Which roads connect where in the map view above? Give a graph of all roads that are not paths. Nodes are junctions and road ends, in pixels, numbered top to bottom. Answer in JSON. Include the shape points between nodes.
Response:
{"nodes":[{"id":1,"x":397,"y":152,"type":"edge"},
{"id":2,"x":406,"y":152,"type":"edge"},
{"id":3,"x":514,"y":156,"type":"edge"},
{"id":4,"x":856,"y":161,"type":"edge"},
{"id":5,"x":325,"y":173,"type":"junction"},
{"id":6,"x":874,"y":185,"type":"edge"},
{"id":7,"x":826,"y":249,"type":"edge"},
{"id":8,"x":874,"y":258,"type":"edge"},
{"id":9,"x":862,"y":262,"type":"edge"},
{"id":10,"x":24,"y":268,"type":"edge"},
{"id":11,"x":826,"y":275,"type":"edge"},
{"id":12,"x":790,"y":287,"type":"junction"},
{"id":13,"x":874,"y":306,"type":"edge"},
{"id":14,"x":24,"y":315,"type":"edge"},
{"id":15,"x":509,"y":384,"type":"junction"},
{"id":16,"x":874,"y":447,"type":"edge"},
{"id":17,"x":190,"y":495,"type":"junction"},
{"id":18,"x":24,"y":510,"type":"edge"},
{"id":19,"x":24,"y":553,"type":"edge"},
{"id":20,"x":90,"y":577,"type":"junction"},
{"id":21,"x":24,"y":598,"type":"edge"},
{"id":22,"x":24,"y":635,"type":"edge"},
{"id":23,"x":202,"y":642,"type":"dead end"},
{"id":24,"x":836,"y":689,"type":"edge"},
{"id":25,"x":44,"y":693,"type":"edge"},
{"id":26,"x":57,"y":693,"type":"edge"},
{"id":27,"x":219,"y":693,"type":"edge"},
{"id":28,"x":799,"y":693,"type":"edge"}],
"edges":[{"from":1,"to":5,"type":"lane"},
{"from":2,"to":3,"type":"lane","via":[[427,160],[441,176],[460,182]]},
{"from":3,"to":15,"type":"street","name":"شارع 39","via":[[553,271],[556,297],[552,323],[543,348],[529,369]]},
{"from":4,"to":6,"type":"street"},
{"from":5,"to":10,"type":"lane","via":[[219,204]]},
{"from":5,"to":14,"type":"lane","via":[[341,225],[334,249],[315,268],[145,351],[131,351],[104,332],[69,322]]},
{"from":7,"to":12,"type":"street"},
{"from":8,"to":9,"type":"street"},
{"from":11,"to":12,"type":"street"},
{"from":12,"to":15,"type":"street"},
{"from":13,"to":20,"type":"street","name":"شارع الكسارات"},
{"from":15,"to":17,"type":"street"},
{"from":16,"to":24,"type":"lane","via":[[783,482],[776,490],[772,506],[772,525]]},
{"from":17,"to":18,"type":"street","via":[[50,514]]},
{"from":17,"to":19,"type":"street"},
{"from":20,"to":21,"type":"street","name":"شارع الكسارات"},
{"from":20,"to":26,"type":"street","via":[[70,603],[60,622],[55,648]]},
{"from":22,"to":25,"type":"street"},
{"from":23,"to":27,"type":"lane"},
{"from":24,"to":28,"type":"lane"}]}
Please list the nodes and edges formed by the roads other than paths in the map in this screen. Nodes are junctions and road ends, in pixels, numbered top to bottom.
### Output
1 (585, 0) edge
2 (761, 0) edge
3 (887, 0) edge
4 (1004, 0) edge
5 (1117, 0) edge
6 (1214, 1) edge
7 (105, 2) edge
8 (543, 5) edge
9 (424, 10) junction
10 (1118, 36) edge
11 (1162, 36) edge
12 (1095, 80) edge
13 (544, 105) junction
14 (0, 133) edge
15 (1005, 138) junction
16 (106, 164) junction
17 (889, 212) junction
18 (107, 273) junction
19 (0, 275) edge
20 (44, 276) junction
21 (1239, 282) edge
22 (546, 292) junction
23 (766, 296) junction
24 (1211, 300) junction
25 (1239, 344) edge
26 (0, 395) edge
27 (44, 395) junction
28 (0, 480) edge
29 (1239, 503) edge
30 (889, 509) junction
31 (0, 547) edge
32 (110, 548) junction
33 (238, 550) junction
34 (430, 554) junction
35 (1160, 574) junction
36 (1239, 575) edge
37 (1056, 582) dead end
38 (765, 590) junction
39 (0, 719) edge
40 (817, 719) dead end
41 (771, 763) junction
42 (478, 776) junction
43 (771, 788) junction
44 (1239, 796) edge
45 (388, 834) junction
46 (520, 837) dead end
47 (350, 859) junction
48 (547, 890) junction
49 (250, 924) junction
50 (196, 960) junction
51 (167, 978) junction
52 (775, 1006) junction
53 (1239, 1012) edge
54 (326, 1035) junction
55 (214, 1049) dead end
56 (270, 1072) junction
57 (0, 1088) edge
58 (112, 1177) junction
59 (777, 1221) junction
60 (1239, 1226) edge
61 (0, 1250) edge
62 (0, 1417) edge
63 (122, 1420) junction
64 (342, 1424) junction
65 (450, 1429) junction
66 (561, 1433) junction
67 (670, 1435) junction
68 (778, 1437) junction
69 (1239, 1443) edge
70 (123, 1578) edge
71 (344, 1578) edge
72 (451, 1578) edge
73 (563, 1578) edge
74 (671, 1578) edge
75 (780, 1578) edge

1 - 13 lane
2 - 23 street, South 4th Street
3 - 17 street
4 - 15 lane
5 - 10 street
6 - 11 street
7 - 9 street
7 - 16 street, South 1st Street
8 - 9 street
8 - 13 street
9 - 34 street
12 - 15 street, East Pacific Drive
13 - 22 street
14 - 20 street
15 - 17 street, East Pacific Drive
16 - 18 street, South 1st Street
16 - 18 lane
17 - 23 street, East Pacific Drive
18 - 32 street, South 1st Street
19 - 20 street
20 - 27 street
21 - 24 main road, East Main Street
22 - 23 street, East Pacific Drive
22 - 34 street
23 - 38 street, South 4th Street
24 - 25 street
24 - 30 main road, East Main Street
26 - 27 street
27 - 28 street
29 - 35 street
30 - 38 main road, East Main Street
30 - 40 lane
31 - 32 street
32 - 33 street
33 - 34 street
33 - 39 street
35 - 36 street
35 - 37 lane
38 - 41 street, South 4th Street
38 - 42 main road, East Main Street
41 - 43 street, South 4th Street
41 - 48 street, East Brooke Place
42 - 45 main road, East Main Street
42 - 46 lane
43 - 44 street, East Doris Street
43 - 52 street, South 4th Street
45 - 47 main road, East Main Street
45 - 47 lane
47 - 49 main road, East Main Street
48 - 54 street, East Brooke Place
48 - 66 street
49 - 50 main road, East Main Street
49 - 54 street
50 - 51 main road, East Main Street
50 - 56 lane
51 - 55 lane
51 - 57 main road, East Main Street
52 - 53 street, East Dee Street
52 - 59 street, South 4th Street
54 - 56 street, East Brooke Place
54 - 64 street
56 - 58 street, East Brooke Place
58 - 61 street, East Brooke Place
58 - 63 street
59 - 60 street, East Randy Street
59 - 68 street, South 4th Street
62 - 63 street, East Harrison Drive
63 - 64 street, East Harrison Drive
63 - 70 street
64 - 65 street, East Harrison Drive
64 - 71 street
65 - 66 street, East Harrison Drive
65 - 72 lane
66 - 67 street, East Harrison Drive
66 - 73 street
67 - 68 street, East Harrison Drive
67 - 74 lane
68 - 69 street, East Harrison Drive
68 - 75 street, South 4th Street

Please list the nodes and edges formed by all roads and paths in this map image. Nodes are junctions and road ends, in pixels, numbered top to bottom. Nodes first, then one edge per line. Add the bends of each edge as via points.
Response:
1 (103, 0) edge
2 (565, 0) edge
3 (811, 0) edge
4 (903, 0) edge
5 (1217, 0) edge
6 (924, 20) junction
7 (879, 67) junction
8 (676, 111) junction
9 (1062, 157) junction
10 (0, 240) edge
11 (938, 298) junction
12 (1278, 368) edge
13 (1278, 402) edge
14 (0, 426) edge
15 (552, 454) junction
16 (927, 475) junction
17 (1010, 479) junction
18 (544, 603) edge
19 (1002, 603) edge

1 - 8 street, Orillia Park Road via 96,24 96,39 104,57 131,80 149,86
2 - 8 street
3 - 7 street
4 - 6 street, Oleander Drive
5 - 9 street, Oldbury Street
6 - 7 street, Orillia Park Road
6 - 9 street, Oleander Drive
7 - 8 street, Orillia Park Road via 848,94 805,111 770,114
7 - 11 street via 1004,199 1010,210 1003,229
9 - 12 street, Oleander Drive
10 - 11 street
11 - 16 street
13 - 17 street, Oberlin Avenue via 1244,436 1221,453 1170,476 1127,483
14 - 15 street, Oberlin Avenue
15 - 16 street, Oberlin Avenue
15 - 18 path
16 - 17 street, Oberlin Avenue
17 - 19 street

## About this exercise
Scan the material above and copy every line that holds the string "list".

## Answer
Please list the nodes and edges formed by the roads other than paths in the map in this screen. Nodes are junctions and road ends, in pixels, numbered top to bottom.
Please list the nodes and edges formed by all roads and paths in this map image. Nodes are junctions and road ends, in pixels, numbered top to bottom. Nodes first, then one edge per line. Add the bends of each edge as via points.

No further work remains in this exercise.